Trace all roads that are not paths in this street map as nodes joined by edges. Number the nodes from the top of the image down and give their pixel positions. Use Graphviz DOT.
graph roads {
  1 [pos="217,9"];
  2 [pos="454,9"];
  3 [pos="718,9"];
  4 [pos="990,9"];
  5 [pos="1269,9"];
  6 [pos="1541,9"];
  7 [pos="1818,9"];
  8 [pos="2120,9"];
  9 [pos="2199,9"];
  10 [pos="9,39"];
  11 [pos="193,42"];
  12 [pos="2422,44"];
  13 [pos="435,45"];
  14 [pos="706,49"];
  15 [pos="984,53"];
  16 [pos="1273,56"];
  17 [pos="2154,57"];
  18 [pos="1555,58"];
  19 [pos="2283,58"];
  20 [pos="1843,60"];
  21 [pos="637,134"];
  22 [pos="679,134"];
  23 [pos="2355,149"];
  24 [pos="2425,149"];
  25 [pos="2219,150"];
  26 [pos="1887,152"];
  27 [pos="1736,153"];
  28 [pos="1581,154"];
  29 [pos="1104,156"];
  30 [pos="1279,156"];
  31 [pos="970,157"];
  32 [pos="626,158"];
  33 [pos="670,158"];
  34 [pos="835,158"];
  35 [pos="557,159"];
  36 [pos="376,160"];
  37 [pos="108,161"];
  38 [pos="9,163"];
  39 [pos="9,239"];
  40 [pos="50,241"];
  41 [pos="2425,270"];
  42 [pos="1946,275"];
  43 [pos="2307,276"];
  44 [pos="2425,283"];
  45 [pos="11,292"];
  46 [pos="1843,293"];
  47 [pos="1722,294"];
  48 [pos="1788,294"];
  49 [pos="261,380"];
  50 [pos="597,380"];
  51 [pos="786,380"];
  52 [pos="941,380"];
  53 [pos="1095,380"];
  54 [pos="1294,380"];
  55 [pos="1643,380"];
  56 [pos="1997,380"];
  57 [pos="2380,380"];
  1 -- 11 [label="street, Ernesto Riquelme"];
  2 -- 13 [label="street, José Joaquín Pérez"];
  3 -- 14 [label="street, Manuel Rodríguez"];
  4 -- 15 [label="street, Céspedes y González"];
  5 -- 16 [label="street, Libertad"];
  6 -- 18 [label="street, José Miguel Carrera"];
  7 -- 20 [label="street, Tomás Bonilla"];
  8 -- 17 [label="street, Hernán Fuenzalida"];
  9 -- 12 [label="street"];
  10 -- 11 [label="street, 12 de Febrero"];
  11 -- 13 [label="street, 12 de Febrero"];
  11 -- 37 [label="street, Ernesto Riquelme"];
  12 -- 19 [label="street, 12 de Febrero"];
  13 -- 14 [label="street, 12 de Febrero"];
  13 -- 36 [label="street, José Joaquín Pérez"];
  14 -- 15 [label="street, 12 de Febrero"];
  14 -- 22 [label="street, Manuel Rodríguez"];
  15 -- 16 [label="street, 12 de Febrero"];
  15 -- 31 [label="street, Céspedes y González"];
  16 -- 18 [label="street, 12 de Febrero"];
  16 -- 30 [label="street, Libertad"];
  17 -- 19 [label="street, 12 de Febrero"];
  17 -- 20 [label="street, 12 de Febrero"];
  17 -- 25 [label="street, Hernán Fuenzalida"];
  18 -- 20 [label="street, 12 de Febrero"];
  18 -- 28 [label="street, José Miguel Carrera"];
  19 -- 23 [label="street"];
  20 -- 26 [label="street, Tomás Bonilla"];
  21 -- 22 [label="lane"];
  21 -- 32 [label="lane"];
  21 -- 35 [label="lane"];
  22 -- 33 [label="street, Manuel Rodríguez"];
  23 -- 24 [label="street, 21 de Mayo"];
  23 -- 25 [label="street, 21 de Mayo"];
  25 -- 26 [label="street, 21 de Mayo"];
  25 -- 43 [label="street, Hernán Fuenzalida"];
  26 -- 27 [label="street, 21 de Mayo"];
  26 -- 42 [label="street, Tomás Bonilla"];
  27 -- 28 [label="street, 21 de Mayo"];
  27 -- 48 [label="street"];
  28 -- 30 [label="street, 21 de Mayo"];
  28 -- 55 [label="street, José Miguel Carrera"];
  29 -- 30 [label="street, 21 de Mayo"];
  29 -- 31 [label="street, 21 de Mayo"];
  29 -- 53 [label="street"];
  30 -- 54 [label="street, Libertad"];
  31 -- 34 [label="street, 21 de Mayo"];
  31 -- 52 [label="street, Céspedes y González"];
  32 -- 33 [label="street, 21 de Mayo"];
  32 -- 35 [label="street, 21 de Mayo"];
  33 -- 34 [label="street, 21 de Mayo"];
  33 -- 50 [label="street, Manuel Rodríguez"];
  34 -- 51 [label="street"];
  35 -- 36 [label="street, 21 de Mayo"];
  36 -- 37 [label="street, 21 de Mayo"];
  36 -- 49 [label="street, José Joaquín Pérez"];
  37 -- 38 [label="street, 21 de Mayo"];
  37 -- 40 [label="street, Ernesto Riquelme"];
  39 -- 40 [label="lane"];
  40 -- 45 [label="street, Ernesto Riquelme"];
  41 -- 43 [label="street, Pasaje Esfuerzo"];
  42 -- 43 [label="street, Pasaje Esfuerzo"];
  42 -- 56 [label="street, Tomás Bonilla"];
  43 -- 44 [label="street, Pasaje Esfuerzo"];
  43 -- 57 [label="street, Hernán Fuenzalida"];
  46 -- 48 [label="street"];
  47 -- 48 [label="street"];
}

--

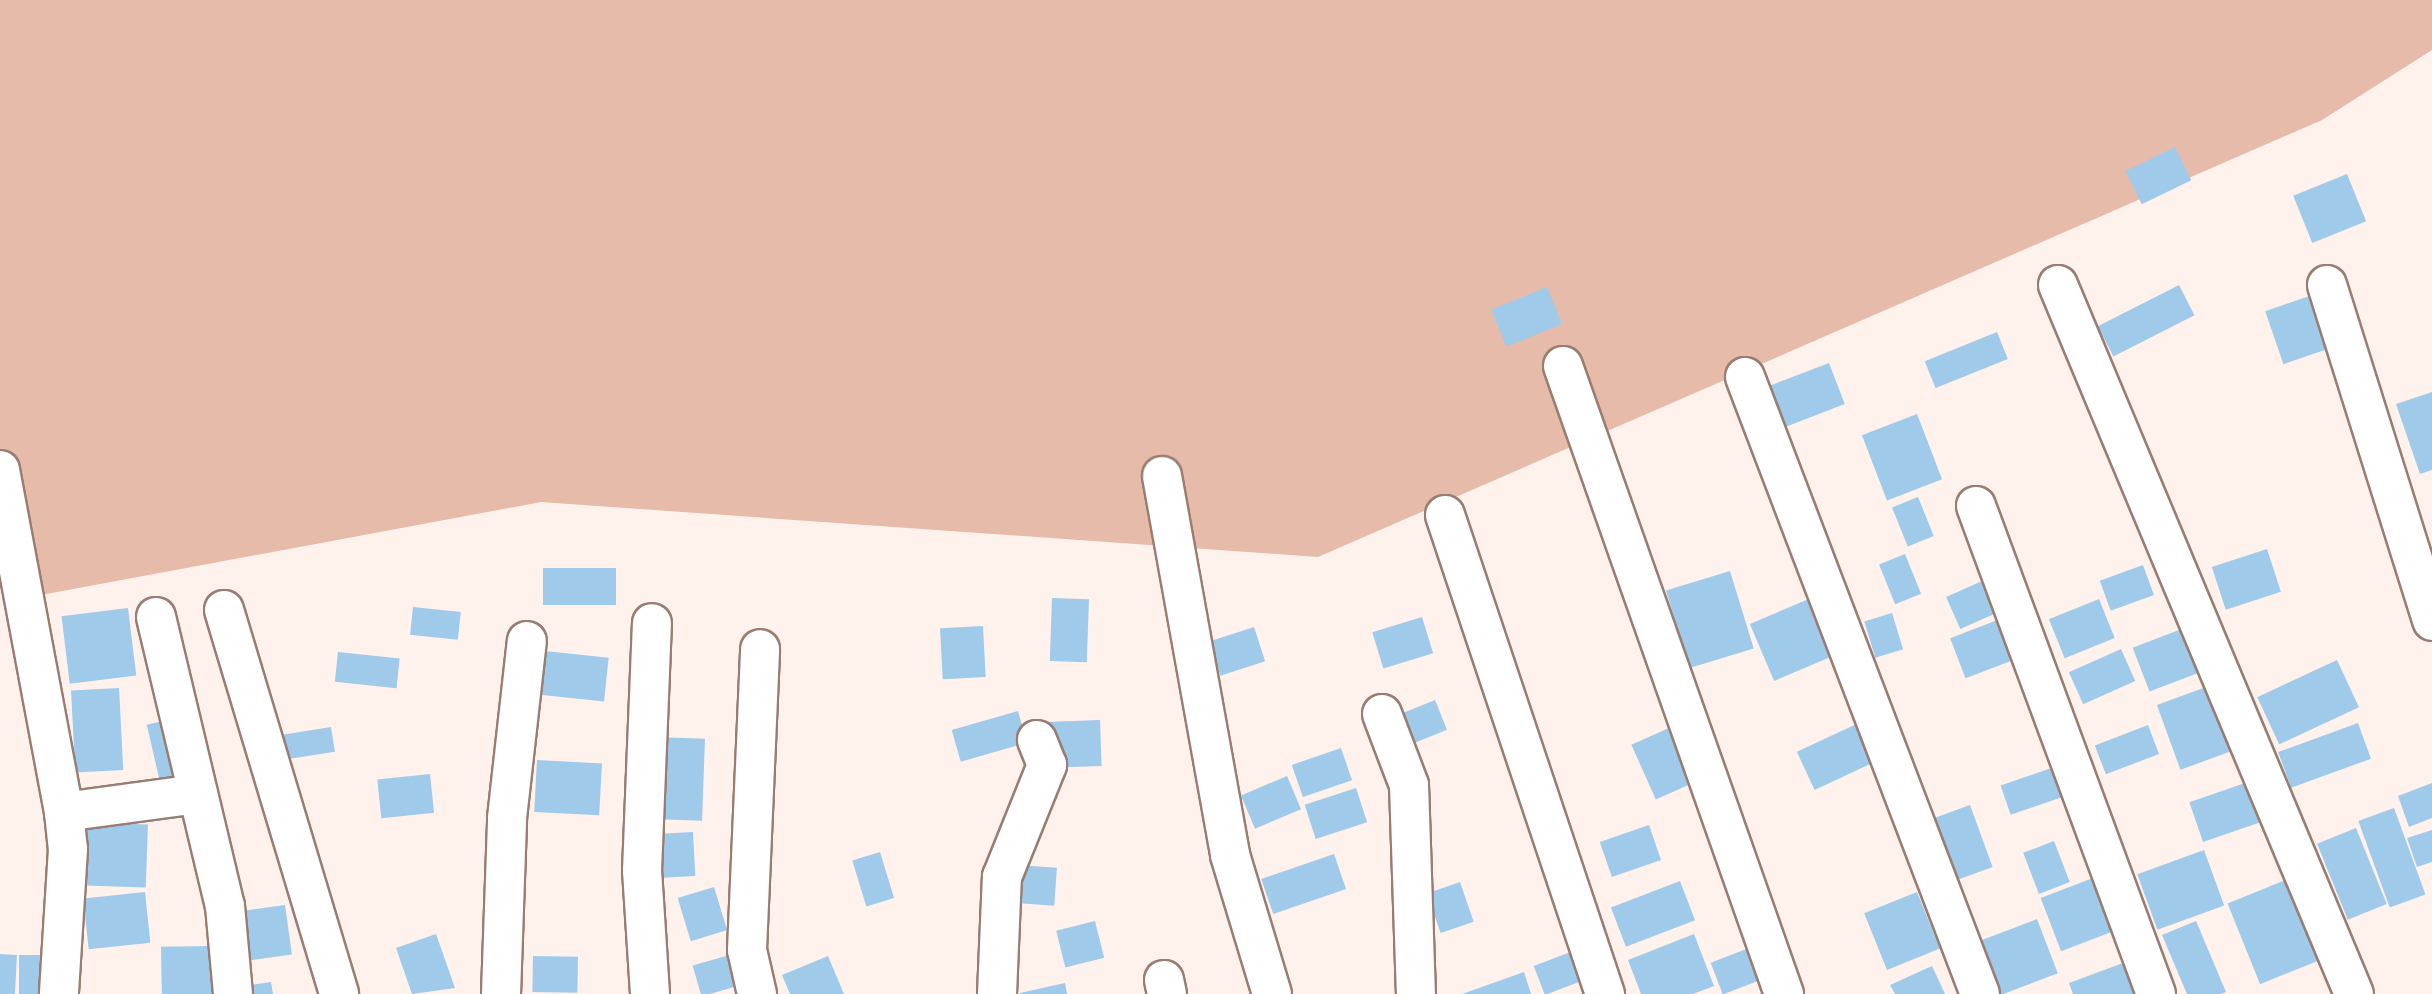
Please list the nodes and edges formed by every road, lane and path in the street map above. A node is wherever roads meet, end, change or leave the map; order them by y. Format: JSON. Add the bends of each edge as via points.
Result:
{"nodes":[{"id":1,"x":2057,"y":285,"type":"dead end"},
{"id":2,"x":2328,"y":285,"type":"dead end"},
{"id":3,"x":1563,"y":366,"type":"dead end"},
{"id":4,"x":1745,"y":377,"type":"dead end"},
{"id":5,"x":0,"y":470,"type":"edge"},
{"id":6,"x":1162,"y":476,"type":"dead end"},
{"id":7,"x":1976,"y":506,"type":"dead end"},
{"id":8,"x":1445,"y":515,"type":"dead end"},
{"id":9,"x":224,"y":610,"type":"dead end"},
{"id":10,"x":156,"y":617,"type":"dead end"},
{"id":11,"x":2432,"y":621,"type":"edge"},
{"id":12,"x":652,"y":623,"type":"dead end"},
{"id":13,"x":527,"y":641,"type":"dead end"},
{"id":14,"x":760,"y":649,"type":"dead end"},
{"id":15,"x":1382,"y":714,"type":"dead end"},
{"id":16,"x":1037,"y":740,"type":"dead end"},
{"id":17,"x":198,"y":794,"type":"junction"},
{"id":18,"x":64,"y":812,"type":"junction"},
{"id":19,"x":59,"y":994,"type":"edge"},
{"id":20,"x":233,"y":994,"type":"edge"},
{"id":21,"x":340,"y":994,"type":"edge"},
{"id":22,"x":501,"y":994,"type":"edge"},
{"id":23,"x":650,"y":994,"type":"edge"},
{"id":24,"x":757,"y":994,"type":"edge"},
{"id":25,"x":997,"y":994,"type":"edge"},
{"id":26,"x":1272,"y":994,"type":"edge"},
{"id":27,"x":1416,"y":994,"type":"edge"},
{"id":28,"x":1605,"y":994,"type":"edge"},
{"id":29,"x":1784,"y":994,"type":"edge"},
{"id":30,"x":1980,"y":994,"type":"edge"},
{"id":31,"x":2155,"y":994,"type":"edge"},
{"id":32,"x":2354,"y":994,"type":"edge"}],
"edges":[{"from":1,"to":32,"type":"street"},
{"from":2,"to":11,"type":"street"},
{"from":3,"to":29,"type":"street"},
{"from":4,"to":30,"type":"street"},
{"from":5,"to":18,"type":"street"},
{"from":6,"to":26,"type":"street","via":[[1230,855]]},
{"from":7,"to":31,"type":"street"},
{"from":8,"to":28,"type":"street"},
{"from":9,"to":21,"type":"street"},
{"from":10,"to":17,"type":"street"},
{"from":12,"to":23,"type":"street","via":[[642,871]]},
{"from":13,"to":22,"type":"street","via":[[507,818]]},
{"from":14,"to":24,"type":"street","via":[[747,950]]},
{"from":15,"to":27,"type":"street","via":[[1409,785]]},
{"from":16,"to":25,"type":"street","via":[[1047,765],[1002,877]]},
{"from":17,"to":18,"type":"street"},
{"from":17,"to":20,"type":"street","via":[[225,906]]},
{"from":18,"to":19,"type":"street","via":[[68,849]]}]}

→ **How to complete this task**:
Copy out, from the material above, each line in which the string "Miguel" is found.

→ **Solution to this exercise**:
  6 -- 18 [label="street, José Miguel Carrera"];
  18 -- 28 [label="street, José Miguel Carrera"];
  28 -- 55 [label="street, José Miguel Carrera"];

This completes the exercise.